- [Required action]:
Wherever a picture appears, leave it out, and transcribe the rest of the records exactly.

- [Source material]:
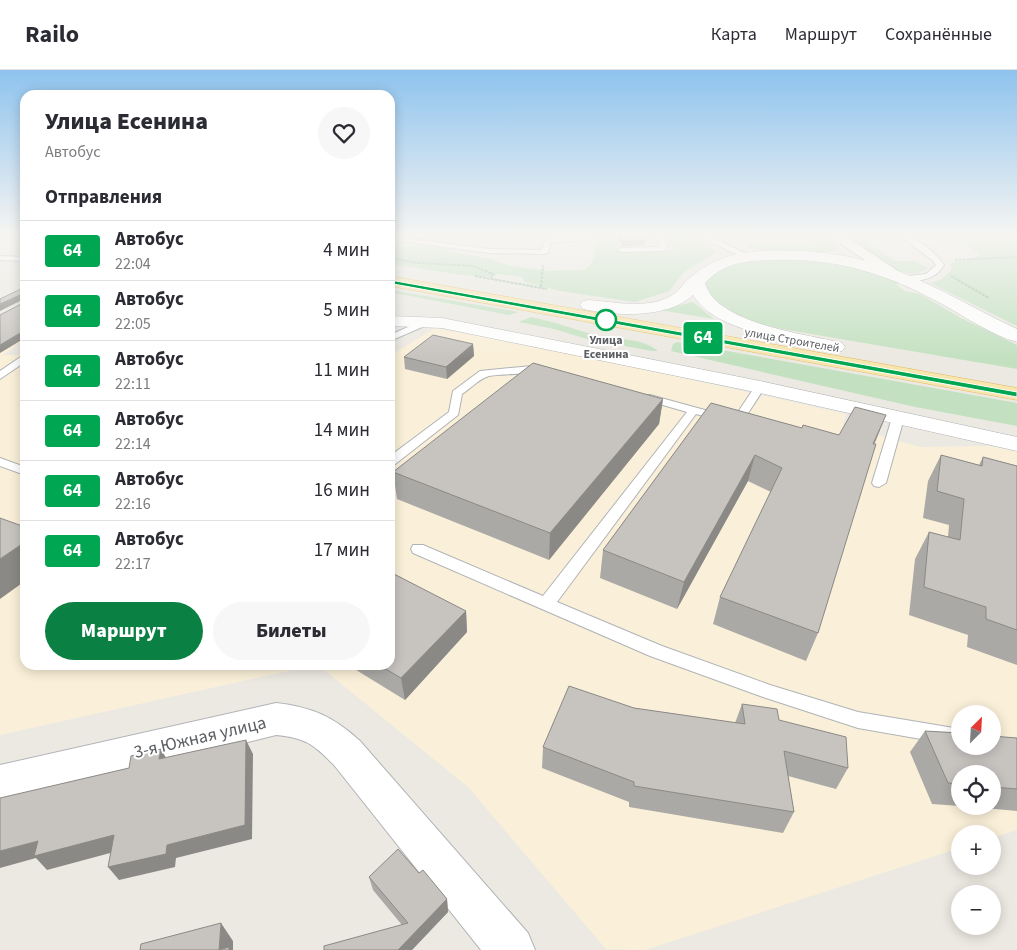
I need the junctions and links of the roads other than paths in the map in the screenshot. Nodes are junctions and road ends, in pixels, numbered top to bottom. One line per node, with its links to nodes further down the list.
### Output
1 (420, 276): 9 (main road, улица Строителей)
2 (701, 276): 7 (street)
3 (894, 276): 6 (street)
4 (897, 276): 6 (street)
5 (927, 276): 6 (lane)
6 (902, 279): 13 (street)
7 (696, 280): 9 (street); 14 (street)
8 (395, 283): 21 (main road, улица Строителей)
9 (589, 305): 14 (main road, улица Строителей)
10 (395, 321): 11 (street)
11 (426, 322): 12 (lane); 19 (street)
12 (395, 336)
13 (1017, 336)
14 (835, 347): 18 (main road, улица Строителей)
15 (20, 361): 17 (lane)
16 (553, 372): 25 (lane)
17 (0, 376)
18 (1017, 378)
19 (760, 387): 22 (lane); 23 (street)
20 (637, 394): 22 (lane)
21 (1017, 394)
22 (694, 410): 30 (lane)
23 (898, 418): 24 (street); 28 (lane)
24 (1017, 444)
25 (395, 458)
26 (0, 462): 27 (lane)
27 (20, 469)
28 (879, 482)
29 (418, 549): 30 (lane)
30 (546, 604): 31 (lane)
31 (951, 736)
32 (0, 784): 33 (street, 3-я Южная улица)
33 (511, 950)

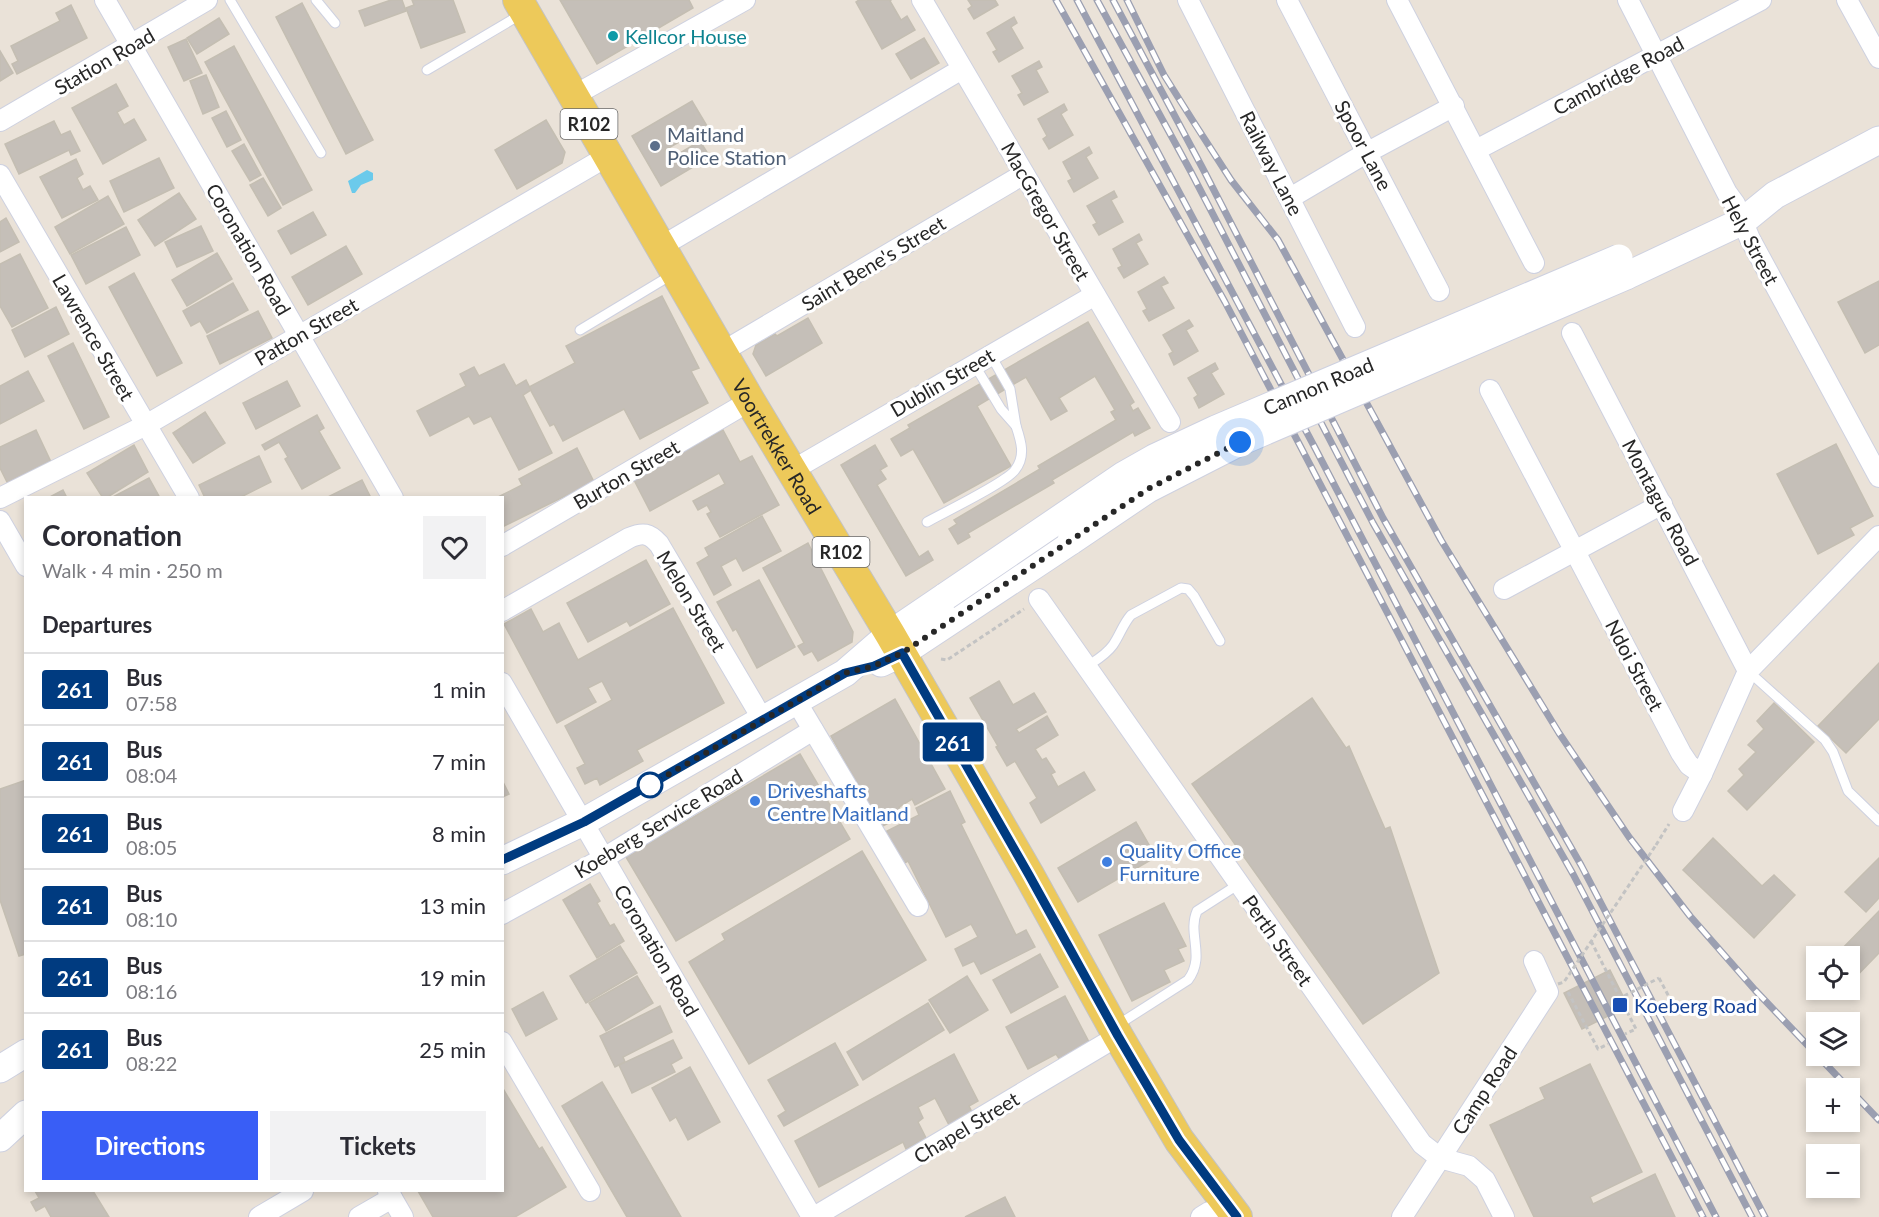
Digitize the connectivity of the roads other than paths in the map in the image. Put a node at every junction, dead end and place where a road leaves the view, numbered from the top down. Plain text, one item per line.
1 (105, 0) edge
2 (207, 0) edge
3 (230, 0) edge
4 (316, 0) edge
5 (745, 0) edge
6 (922, 0) edge
7 (1188, 0) edge
8 (1287, 0) edge
9 (1397, 0) edge
10 (1628, 0) edge
11 (1761, 0) edge
12 (1847, 0) edge
13 (522, 6) edge
14 (335, 24) dead end
15 (131, 45) junction
16 (1657, 55) junction
17 (1879, 58) edge
18 (962, 69) junction
19 (427, 70) dead end
20 (573, 96) junction
21 (1454, 106) junction
22 (0, 121) edge
23 (1879, 141) edge
24 (1476, 150) junction
25 (1368, 152) junction
26 (321, 153) dead end
27 (608, 156) junction
28 (1024, 174) junction
29 (0, 175) edge
30 (1290, 198) junction
31 (1739, 212) junction
32 (662, 246) junction
33 (1534, 263) dead end
34 (676, 272) junction
35 (1439, 291) dead end
36 (1095, 295) junction
37 (1355, 327) dead end
38 (580, 330) dead end
39 (1572, 333) dead end
40 (300, 336) junction
41 (722, 352) junction
42 (982, 359) junction
43 (1490, 390) dead end
44 (750, 401) junction
45 (1170, 422) dead end
46 (146, 424) junction
47 (1016, 426) junction
48 (791, 471) junction
49 (1879, 477) edge
50 (188, 496) edge
51 (392, 496) edge
52 (0, 498) edge
53 (1662, 504) junction
54 (0, 522) edge
55 (927, 522) dead end
56 (1879, 536) edge
57 (504, 545) edge
58 (1575, 551) junction
59 (24, 563) edge
60 (1504, 589) dead end
61 (1033, 603) road end
62 (504, 610) edge
63 (1221, 641) dead end
64 (896, 643) junction
65 (1086, 667) junction
66 (1748, 671) junction
67 (504, 686) edge
68 (796, 701) junction
69 (763, 720) junction
70 (813, 730) junction
71 (1702, 774) junction
72 (1677, 816) road end
73 (1879, 821) edge
74 (584, 822) junction
75 (604, 858) junction
76 (504, 860) edge
77 (1239, 884) junction
78 (918, 906) dead end
79 (504, 913) edge
80 (1534, 961) dead end
81 (1115, 1032) junction
82 (504, 1045) edge
83 (24, 1054) edge
84 (0, 1069) edge
85 (24, 1116) edge
86 (0, 1138) edge
87 (1440, 1158) junction
88 (590, 1191) dead end
89 (301, 1192) edge
90 (390, 1194) edge
91 (1215, 1216) edge
92 (260, 1217) edge
93 (359, 1217) edge
94 (403, 1217) edge
95 (813, 1217) edge
96 (1402, 1217) edge
97 (1504, 1217) edge

1 - 15 street, Coronation Road
2 - 15 street, Station Road
3 - 26 lane
4 - 14 lane
5 - 20 street
6 - 18 street, MacGregor Street
7 - 30 street, Railway Lane
8 - 25 street, Spoor Lane
9 - 21 street
10 - 16 street, Hely Street
11 - 16 street, Cambridge Road
12 - 17 street
13 - 19 lane
13 - 20 main road, Voortrekker Road / R102
15 - 22 street, Station Road
15 - 40 street, Coronation Road
16 - 24 street, Cambridge Road
16 - 31 street, Hely Street
18 - 28 street, MacGregor Street
18 - 32 street
20 - 27 main road, Voortrekker Road / R102
21 - 24 street
21 - 25 street
23 - 31 main road, Cannon Road
24 - 33 street
25 - 30 street
25 - 35 street, Spoor Lane
27 - 32 main road, Voortrekker Road / R102
27 - 40 street, Patton Street
28 - 36 street, MacGregor Street
28 - 41 street, Saint Bene's Street
29 - 46 street, Lawrence Street
30 - 37 street, Railway Lane
31 - 49 street, Hely Street
31 - 64 main road, Cannon Road, bridge
32 - 34 main road, Voortrekker Road / R102
34 - 38 lane
34 - 41 main road, Voortrekker Road / R102
36 - 42 street, Dublin Street
36 - 45 street, MacGregor Street
39 - 53 street, Montague Road
40 - 46 street, Patton Street
40 - 51 street, Coronation Road
41 - 44 main road, Voortrekker Road / R102
42 - 47 lane
42 - 47 lane
42 - 48 street, Dublin Street
43 - 58 street, Ndoi Street
44 - 48 main road, Voortrekker Road / R102
44 - 57 street, Burton Street
46 - 50 street, Lawrence Street
46 - 52 street, Patton Street
47 - 55 lane
48 - 64 main road, Voortrekker Road / R102
53 - 58 street
53 - 66 street, Montague Road
54 - 59 street
56 - 66 street
58 - 60 street
58 - 71 street, Ndoi Street
61 - 65 street, Perth Street
62 - 69 street, Melon Street
63 - 65 lane
64 - 68 main road
64 - 81 main road, Voortrekker Road / R102
65 - 77 street, Perth Street
66 - 71 street
66 - 73 lane
67 - 74 street, Coronation Road
68 - 69 main road
68 - 70 street
69 - 74 main road
70 - 75 street, Koeberg Service Road
70 - 78 street
71 - 72 street
74 - 75 street, Coronation Road
74 - 76 main road
75 - 79 street, Koeberg Service Road
75 - 95 street, Coronation Road
77 - 81 lane
77 - 87 street, Perth Street
80 - 87 street, Camp Road
81 - 91 main road, Voortrekker Road / R102
81 - 95 street, Chapel Street
82 - 88 street
83 - 84 main road
85 - 86 main road
87 - 96 street, Camp Road
87 - 97 street
89 - 92 street
90 - 93 street
90 - 94 street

- [Worked solution]:
I need the junctions and links of the roads other than paths in the map in the screenshot. Nodes are junctions and road ends, in pixels, numbered top to bottom. One line per node, with its links to nodes further down the list.
### Output
1 (420, 276): 9 (main road, улица Строителей)
2 (701, 276): 7 (street)
3 (894, 276): 6 (street)
4 (897, 276): 6 (street)
5 (927, 276): 6 (lane)
6 (902, 279): 13 (street)
7 (696, 280): 9 (street); 14 (street)
8 (395, 283): 21 (main road, улица Строителей)
9 (589, 305): 14 (main road, улица Строителей)
10 (395, 321): 11 (street)
11 (426, 322): 12 (lane); 19 (street)
12 (395, 336)
13 (1017, 336)
14 (835, 347): 18 (main road, улица Строителей)
15 (20, 361): 17 (lane)
16 (553, 372): 25 (lane)
17 (0, 376)
18 (1017, 378)
19 (760, 387): 22 (lane); 23 (street)
20 (637, 394): 22 (lane)
21 (1017, 394)
22 (694, 410): 30 (lane)
23 (898, 418): 24 (street); 28 (lane)
24 (1017, 444)
25 (395, 458)
26 (0, 462): 27 (lane)
27 (20, 469)
28 (879, 482)
29 (418, 549): 30 (lane)
30 (546, 604): 31 (lane)
31 (951, 736)
32 (0, 784): 33 (street, 3-я Южная улица)
33 (511, 950)

Digitize the connectivity of the roads other than paths in the map in the image. Put a node at every junction, dead end and place where a road leaves the view, numbered from the top down. Plain text, one item per line.
1 (105, 0) edge
2 (207, 0) edge
3 (230, 0) edge
4 (316, 0) edge
5 (745, 0) edge
6 (922, 0) edge
7 (1188, 0) edge
8 (1287, 0) edge
9 (1397, 0) edge
10 (1628, 0) edge
11 (1761, 0) edge
12 (1847, 0) edge
13 (522, 6) edge
14 (335, 24) dead end
15 (131, 45) junction
16 (1657, 55) junction
17 (1879, 58) edge
18 (962, 69) junction
19 (427, 70) dead end
20 (573, 96) junction
21 (1454, 106) junction
22 (0, 121) edge
23 (1879, 141) edge
24 (1476, 150) junction
25 (1368, 152) junction
26 (321, 153) dead end
27 (608, 156) junction
28 (1024, 174) junction
29 (0, 175) edge
30 (1290, 198) junction
31 (1739, 212) junction
32 (662, 246) junction
33 (1534, 263) dead end
34 (676, 272) junction
35 (1439, 291) dead end
36 (1095, 295) junction
37 (1355, 327) dead end
38 (580, 330) dead end
39 (1572, 333) dead end
40 (300, 336) junction
41 (722, 352) junction
42 (982, 359) junction
43 (1490, 390) dead end
44 (750, 401) junction
45 (1170, 422) dead end
46 (146, 424) junction
47 (1016, 426) junction
48 (791, 471) junction
49 (1879, 477) edge
50 (188, 496) edge
51 (392, 496) edge
52 (0, 498) edge
53 (1662, 504) junction
54 (0, 522) edge
55 (927, 522) dead end
56 (1879, 536) edge
57 (504, 545) edge
58 (1575, 551) junction
59 (24, 563) edge
60 (1504, 589) dead end
61 (1033, 603) road end
62 (504, 610) edge
63 (1221, 641) dead end
64 (896, 643) junction
65 (1086, 667) junction
66 (1748, 671) junction
67 (504, 686) edge
68 (796, 701) junction
69 (763, 720) junction
70 (813, 730) junction
71 (1702, 774) junction
72 (1677, 816) road end
73 (1879, 821) edge
74 (584, 822) junction
75 (604, 858) junction
76 (504, 860) edge
77 (1239, 884) junction
78 (918, 906) dead end
79 (504, 913) edge
80 (1534, 961) dead end
81 (1115, 1032) junction
82 (504, 1045) edge
83 (24, 1054) edge
84 (0, 1069) edge
85 (24, 1116) edge
86 (0, 1138) edge
87 (1440, 1158) junction
88 (590, 1191) dead end
89 (301, 1192) edge
90 (390, 1194) edge
91 (1215, 1216) edge
92 (260, 1217) edge
93 (359, 1217) edge
94 (403, 1217) edge
95 (813, 1217) edge
96 (1402, 1217) edge
97 (1504, 1217) edge

1 - 15 street, Coronation Road
2 - 15 street, Station Road
3 - 26 lane
4 - 14 lane
5 - 20 street
6 - 18 street, MacGregor Street
7 - 30 street, Railway Lane
8 - 25 street, Spoor Lane
9 - 21 street
10 - 16 street, Hely Street
11 - 16 street, Cambridge Road
12 - 17 street
13 - 19 lane
13 - 20 main road, Voortrekker Road / R102
15 - 22 street, Station Road
15 - 40 street, Coronation Road
16 - 24 street, Cambridge Road
16 - 31 street, Hely Street
18 - 28 street, MacGregor Street
18 - 32 street
20 - 27 main road, Voortrekker Road / R102
21 - 24 street
21 - 25 street
23 - 31 main road, Cannon Road
24 - 33 street
25 - 30 street
25 - 35 street, Spoor Lane
27 - 32 main road, Voortrekker Road / R102
27 - 40 street, Patton Street
28 - 36 street, MacGregor Street
28 - 41 street, Saint Bene's Street
29 - 46 street, Lawrence Street
30 - 37 street, Railway Lane
31 - 49 street, Hely Street
31 - 64 main road, Cannon Road, bridge
32 - 34 main road, Voortrekker Road / R102
34 - 38 lane
34 - 41 main road, Voortrekker Road / R102
36 - 42 street, Dublin Street
36 - 45 street, MacGregor Street
39 - 53 street, Montague Road
40 - 46 street, Patton Street
40 - 51 street, Coronation Road
41 - 44 main road, Voortrekker Road / R102
42 - 47 lane
42 - 47 lane
42 - 48 street, Dublin Street
43 - 58 street, Ndoi Street
44 - 48 main road, Voortrekker Road / R102
44 - 57 street, Burton Street
46 - 50 street, Lawrence Street
46 - 52 street, Patton Street
47 - 55 lane
48 - 64 main road, Voortrekker Road / R102
53 - 58 street
53 - 66 street, Montague Road
54 - 59 street
56 - 66 street
58 - 60 street
58 - 71 street, Ndoi Street
61 - 65 street, Perth Street
62 - 69 street, Melon Street
63 - 65 lane
64 - 68 main road
64 - 81 main road, Voortrekker Road / R102
65 - 77 street, Perth Street
66 - 71 street
66 - 73 lane
67 - 74 street, Coronation Road
68 - 69 main road
68 - 70 street
69 - 74 main road
70 - 75 street, Koeberg Service Road
70 - 78 street
71 - 72 street
74 - 75 street, Coronation Road
74 - 76 main road
75 - 79 street, Koeberg Service Road
75 - 95 street, Coronation Road
77 - 81 lane
77 - 87 street, Perth Street
80 - 87 street, Camp Road
81 - 91 main road, Voortrekker Road / R102
81 - 95 street, Chapel Street
82 - 88 street
83 - 84 main road
85 - 86 main road
87 - 96 street, Camp Road
87 - 97 street
89 - 92 street
90 - 93 street
90 - 94 street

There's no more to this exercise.